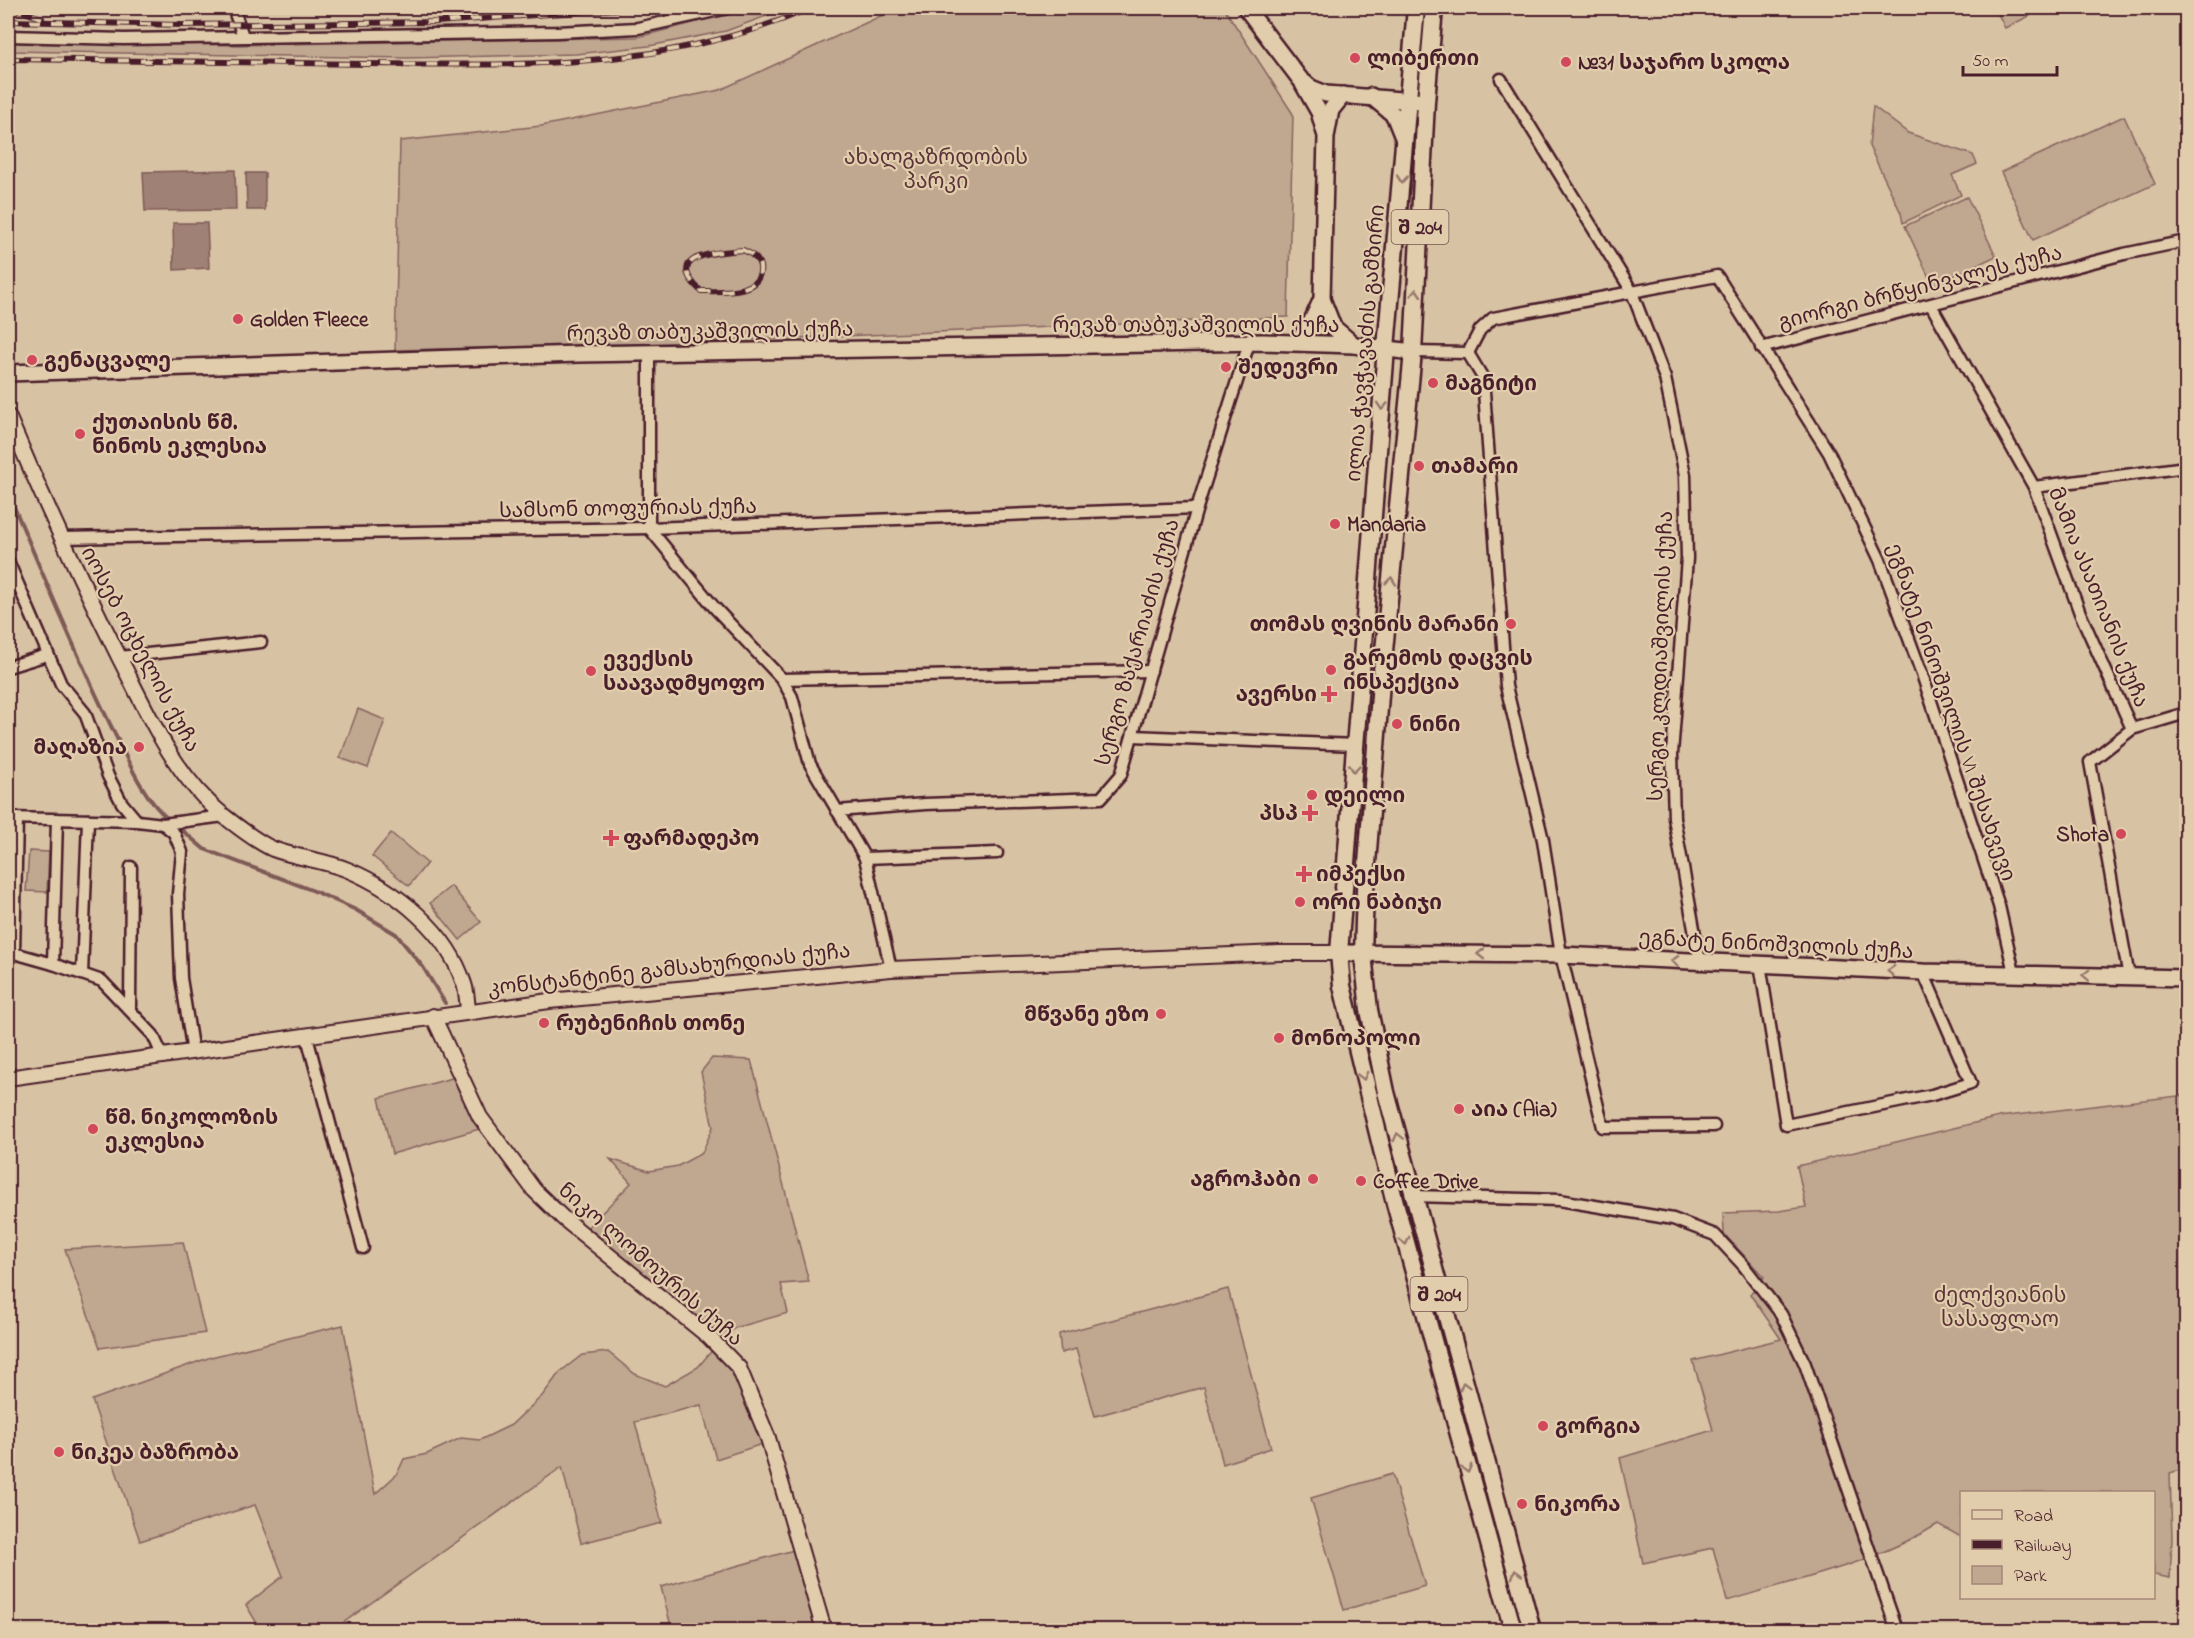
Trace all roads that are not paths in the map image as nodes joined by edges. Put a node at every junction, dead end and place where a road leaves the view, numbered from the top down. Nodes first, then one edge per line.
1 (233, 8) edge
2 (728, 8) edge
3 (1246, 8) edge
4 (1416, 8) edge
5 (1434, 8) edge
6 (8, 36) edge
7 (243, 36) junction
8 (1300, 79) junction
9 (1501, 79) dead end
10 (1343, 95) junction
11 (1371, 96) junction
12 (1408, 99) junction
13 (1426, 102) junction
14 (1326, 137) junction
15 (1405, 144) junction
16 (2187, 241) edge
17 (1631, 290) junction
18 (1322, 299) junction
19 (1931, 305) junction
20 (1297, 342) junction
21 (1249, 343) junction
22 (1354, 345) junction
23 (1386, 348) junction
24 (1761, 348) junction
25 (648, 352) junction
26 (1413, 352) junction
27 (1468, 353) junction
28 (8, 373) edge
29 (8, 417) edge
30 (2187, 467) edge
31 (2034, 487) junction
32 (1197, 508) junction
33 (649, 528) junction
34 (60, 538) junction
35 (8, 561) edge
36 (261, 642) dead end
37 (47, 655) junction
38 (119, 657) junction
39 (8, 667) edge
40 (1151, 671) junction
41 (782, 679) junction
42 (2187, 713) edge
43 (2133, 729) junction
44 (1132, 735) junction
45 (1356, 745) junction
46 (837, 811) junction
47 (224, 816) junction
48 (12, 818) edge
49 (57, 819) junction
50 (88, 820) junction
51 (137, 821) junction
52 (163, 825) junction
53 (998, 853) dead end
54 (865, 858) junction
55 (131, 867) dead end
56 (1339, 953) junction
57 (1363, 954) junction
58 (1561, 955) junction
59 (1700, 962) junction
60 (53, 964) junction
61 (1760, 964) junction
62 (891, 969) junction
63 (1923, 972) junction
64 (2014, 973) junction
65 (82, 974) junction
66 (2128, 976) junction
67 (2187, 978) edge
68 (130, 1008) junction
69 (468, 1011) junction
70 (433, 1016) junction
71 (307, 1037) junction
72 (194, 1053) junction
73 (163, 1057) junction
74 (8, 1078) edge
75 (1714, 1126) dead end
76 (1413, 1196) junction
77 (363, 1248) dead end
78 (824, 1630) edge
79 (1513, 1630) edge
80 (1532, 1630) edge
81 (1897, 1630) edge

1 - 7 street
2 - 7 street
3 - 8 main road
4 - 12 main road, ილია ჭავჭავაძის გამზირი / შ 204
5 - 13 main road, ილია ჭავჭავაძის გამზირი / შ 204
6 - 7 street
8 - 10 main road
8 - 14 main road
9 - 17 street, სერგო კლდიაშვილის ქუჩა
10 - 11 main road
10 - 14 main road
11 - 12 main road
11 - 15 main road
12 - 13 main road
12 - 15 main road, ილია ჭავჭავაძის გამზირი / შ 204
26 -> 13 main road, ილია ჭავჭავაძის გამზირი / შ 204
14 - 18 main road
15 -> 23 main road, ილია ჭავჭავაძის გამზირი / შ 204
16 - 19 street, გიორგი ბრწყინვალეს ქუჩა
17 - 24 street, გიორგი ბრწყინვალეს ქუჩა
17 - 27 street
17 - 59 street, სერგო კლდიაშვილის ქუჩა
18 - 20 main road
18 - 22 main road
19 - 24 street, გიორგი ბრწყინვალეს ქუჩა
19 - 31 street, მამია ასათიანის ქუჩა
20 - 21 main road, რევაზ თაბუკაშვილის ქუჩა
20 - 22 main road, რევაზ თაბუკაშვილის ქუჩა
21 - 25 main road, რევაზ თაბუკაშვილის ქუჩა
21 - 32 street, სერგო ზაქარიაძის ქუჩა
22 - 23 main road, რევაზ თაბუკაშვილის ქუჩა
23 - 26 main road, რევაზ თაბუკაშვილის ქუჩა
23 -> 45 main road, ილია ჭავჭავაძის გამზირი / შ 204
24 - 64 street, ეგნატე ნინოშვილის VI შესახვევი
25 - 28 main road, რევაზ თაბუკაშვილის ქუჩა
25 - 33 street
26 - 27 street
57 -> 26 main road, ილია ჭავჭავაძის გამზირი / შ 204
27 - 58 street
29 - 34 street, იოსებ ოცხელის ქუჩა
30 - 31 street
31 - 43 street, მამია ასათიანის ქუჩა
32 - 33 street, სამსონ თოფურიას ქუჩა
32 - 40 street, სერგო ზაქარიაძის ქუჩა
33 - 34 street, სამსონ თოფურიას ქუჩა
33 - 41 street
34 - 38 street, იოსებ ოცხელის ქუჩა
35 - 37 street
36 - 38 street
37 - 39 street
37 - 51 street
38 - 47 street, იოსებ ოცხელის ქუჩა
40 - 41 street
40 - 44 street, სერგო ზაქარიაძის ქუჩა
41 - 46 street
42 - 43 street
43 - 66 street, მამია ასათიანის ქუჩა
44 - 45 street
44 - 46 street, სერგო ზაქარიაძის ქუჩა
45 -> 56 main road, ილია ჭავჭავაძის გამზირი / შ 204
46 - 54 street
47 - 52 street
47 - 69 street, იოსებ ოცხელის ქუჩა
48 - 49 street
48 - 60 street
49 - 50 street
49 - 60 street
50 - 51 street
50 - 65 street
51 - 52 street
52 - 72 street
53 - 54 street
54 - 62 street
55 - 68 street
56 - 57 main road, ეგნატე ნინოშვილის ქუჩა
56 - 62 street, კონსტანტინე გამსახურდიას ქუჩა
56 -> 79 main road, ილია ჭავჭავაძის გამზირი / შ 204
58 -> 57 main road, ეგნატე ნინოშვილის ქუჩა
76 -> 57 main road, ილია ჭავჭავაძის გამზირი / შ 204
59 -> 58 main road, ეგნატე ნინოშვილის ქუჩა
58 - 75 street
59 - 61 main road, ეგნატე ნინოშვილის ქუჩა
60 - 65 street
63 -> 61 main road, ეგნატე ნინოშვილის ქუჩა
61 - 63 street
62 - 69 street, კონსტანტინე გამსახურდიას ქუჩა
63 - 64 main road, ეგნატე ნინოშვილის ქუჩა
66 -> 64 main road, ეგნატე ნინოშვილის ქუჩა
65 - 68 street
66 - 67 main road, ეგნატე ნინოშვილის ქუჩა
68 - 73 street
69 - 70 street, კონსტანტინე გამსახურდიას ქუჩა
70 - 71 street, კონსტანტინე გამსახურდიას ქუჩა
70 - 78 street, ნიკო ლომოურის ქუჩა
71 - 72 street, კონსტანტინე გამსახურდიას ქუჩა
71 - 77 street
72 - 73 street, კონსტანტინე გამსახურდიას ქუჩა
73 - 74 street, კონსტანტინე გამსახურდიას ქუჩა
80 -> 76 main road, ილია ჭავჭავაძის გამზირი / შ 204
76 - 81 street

_EXERCISE DETAILS_
The data above needs to be retyped exactly, with the images left out.

_ANSWER SPACE_
Trace all roads that are not paths in the map image as nodes joined by edges. Put a node at every junction, dead end and place where a road leaves the view, numbered from the top down. Nodes first, then one edge per line.
1 (233, 8) edge
2 (728, 8) edge
3 (1246, 8) edge
4 (1416, 8) edge
5 (1434, 8) edge
6 (8, 36) edge
7 (243, 36) junction
8 (1300, 79) junction
9 (1501, 79) dead end
10 (1343, 95) junction
11 (1371, 96) junction
12 (1408, 99) junction
13 (1426, 102) junction
14 (1326, 137) junction
15 (1405, 144) junction
16 (2187, 241) edge
17 (1631, 290) junction
18 (1322, 299) junction
19 (1931, 305) junction
20 (1297, 342) junction
21 (1249, 343) junction
22 (1354, 345) junction
23 (1386, 348) junction
24 (1761, 348) junction
25 (648, 352) junction
26 (1413, 352) junction
27 (1468, 353) junction
28 (8, 373) edge
29 (8, 417) edge
30 (2187, 467) edge
31 (2034, 487) junction
32 (1197, 508) junction
33 (649, 528) junction
34 (60, 538) junction
35 (8, 561) edge
36 (261, 642) dead end
37 (47, 655) junction
38 (119, 657) junction
39 (8, 667) edge
40 (1151, 671) junction
41 (782, 679) junction
42 (2187, 713) edge
43 (2133, 729) junction
44 (1132, 735) junction
45 (1356, 745) junction
46 (837, 811) junction
47 (224, 816) junction
48 (12, 818) edge
49 (57, 819) junction
50 (88, 820) junction
51 (137, 821) junction
52 (163, 825) junction
53 (998, 853) dead end
54 (865, 858) junction
55 (131, 867) dead end
56 (1339, 953) junction
57 (1363, 954) junction
58 (1561, 955) junction
59 (1700, 962) junction
60 (53, 964) junction
61 (1760, 964) junction
62 (891, 969) junction
63 (1923, 972) junction
64 (2014, 973) junction
65 (82, 974) junction
66 (2128, 976) junction
67 (2187, 978) edge
68 (130, 1008) junction
69 (468, 1011) junction
70 (433, 1016) junction
71 (307, 1037) junction
72 (194, 1053) junction
73 (163, 1057) junction
74 (8, 1078) edge
75 (1714, 1126) dead end
76 (1413, 1196) junction
77 (363, 1248) dead end
78 (824, 1630) edge
79 (1513, 1630) edge
80 (1532, 1630) edge
81 (1897, 1630) edge

1 - 7 street
2 - 7 street
3 - 8 main road
4 - 12 main road, ილია ჭავჭავაძის გამზირი / შ 204
5 - 13 main road, ილია ჭავჭავაძის გამზირი / შ 204
6 - 7 street
8 - 10 main road
8 - 14 main road
9 - 17 street, სერგო კლდიაშვილის ქუჩა
10 - 11 main road
10 - 14 main road
11 - 12 main road
11 - 15 main road
12 - 13 main road
12 - 15 main road, ილია ჭავჭავაძის გამზირი / შ 204
26 -> 13 main road, ილია ჭავჭავაძის გამზირი / შ 204
14 - 18 main road
15 -> 23 main road, ილია ჭავჭავაძის გამზირი / შ 204
16 - 19 street, გიორგი ბრწყინვალეს ქუჩა
17 - 24 street, გიორგი ბრწყინვალეს ქუჩა
17 - 27 street
17 - 59 street, სერგო კლდიაშვილის ქუჩა
18 - 20 main road
18 - 22 main road
19 - 24 street, გიორგი ბრწყინვალეს ქუჩა
19 - 31 street, მამია ასათიანის ქუჩა
20 - 21 main road, რევაზ თაბუკაშვილის ქუჩა
20 - 22 main road, რევაზ თაბუკაშვილის ქუჩა
21 - 25 main road, რევაზ თაბუკაშვილის ქუჩა
21 - 32 street, სერგო ზაქარიაძის ქუჩა
22 - 23 main road, რევაზ თაბუკაშვილის ქუჩა
23 - 26 main road, რევაზ თაბუკაშვილის ქუჩა
23 -> 45 main road, ილია ჭავჭავაძის გამზირი / შ 204
24 - 64 street, ეგნატე ნინოშვილის VI შესახვევი
25 - 28 main road, რევაზ თაბუკაშვილის ქუჩა
25 - 33 street
26 - 27 street
57 -> 26 main road, ილია ჭავჭავაძის გამზირი / შ 204
27 - 58 street
29 - 34 street, იოსებ ოცხელის ქუჩა
30 - 31 street
31 - 43 street, მამია ასათიანის ქუჩა
32 - 33 street, სამსონ თოფურიას ქუჩა
32 - 40 street, სერგო ზაქარიაძის ქუჩა
33 - 34 street, სამსონ თოფურიას ქუჩა
33 - 41 street
34 - 38 street, იოსებ ოცხელის ქუჩა
35 - 37 street
36 - 38 street
37 - 39 street
37 - 51 street
38 - 47 street, იოსებ ოცხელის ქუჩა
40 - 41 street
40 - 44 street, სერგო ზაქარიაძის ქუჩა
41 - 46 street
42 - 43 street
43 - 66 street, მამია ასათიანის ქუჩა
44 - 45 street
44 - 46 street, სერგო ზაქარიაძის ქუჩა
45 -> 56 main road, ილია ჭავჭავაძის გამზირი / შ 204
46 - 54 street
47 - 52 street
47 - 69 street, იოსებ ოცხელის ქუჩა
48 - 49 street
48 - 60 street
49 - 50 street
49 - 60 street
50 - 51 street
50 - 65 street
51 - 52 street
52 - 72 street
53 - 54 street
54 - 62 street
55 - 68 street
56 - 57 main road, ეგნატე ნინოშვილის ქუჩა
56 - 62 street, კონსტანტინე გამსახურდიას ქუჩა
56 -> 79 main road, ილია ჭავჭავაძის გამზირი / შ 204
58 -> 57 main road, ეგნატე ნინოშვილის ქუჩა
76 -> 57 main road, ილია ჭავჭავაძის გამზირი / შ 204
59 -> 58 main road, ეგნატე ნინოშვილის ქუჩა
58 - 75 street
59 - 61 main road, ეგნატე ნინოშვილის ქუჩა
60 - 65 street
63 -> 61 main road, ეგნატე ნინოშვილის ქუჩა
61 - 63 street
62 - 69 street, კონსტანტინე გამსახურდიას ქუჩა
63 - 64 main road, ეგნატე ნინოშვილის ქუჩა
66 -> 64 main road, ეგნატე ნინოშვილის ქუჩა
65 - 68 street
66 - 67 main road, ეგნატე ნინოშვილის ქუჩა
68 - 73 street
69 - 70 street, კონსტანტინე გამსახურდიას ქუჩა
70 - 71 street, კონსტანტინე გამსახურდიას ქუჩა
70 - 78 street, ნიკო ლომოურის ქუჩა
71 - 72 street, კონსტანტინე გამსახურდიას ქუჩა
71 - 77 street
72 - 73 street, კონსტანტინე გამსახურდიას ქუჩა
73 - 74 street, კონსტანტინე გამსახურდიას ქუჩა
80 -> 76 main road, ილია ჭავჭავაძის გამზირი / შ 204
76 - 81 street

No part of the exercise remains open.